(EXTRACTED DATA Opens)
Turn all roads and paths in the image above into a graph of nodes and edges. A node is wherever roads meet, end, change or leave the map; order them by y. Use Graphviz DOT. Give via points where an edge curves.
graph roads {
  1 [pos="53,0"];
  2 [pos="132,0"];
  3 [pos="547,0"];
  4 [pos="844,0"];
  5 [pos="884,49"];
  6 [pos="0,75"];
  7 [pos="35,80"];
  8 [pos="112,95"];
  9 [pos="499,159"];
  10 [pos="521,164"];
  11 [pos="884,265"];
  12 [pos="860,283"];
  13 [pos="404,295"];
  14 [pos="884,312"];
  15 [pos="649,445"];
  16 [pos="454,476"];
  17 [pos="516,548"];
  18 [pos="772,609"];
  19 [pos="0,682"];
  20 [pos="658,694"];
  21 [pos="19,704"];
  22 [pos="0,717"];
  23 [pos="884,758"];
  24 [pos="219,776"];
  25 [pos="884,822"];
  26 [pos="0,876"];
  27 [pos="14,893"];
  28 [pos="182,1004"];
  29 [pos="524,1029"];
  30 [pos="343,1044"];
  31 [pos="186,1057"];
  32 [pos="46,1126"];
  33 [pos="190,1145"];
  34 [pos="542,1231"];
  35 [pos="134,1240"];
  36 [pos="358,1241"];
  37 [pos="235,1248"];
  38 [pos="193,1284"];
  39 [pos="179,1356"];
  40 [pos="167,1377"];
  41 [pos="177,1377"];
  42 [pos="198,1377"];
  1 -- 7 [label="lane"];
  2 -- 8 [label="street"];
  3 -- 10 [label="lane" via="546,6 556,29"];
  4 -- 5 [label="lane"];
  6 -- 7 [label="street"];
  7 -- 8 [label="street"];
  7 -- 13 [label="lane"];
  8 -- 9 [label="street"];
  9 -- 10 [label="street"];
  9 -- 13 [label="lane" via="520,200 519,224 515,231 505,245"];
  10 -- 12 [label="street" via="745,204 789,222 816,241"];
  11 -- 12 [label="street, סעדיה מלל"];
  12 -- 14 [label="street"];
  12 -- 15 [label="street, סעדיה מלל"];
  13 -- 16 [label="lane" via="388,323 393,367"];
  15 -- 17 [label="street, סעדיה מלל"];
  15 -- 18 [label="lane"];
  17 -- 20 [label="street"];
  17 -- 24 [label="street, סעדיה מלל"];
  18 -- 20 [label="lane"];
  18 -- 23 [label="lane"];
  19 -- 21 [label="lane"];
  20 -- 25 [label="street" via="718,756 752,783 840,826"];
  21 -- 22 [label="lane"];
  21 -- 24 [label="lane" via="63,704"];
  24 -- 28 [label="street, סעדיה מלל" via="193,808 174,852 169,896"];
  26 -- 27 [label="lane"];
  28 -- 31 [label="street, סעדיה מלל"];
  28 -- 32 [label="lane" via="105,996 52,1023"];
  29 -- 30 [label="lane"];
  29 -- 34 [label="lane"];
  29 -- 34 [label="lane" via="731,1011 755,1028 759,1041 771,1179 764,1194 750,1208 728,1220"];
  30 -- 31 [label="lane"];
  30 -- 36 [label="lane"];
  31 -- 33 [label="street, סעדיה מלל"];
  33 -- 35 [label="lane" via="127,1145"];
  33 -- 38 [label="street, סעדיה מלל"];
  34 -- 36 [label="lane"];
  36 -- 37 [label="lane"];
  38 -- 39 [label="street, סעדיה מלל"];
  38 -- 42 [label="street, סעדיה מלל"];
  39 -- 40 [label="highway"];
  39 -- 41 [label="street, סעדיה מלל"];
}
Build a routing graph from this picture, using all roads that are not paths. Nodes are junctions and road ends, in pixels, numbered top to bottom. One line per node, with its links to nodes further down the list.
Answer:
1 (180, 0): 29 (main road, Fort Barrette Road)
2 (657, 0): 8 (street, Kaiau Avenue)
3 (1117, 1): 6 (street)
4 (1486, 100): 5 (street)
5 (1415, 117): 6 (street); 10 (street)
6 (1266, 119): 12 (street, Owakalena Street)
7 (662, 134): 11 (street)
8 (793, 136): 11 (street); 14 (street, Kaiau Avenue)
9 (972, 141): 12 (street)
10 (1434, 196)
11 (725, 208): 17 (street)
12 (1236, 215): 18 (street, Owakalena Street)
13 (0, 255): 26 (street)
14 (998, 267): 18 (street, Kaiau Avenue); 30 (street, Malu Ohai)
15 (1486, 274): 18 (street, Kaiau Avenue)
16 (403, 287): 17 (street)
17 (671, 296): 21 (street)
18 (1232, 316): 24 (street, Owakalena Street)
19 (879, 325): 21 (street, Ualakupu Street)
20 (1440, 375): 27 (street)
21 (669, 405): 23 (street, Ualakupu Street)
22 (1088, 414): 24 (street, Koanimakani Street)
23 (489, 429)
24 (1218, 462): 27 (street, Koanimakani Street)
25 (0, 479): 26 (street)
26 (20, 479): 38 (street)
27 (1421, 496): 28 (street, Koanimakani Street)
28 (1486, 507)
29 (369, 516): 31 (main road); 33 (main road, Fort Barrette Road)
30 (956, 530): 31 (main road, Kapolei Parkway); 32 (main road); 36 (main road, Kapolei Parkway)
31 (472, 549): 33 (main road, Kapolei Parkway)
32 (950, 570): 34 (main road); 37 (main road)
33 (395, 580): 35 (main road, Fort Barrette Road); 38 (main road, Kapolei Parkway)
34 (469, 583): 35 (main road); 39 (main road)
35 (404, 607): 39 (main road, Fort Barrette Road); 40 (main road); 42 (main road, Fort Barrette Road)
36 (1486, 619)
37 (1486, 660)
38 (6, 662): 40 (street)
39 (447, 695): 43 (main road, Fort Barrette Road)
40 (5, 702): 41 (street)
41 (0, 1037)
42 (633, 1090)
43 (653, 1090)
(EXTRACTED DATA Closes)
■ **YOUR ASSIGNMENT**: Among the records above, how many lines carry the string "Fort"? Reply with the number alone.

■ **RESULT OF THE TASK**: 5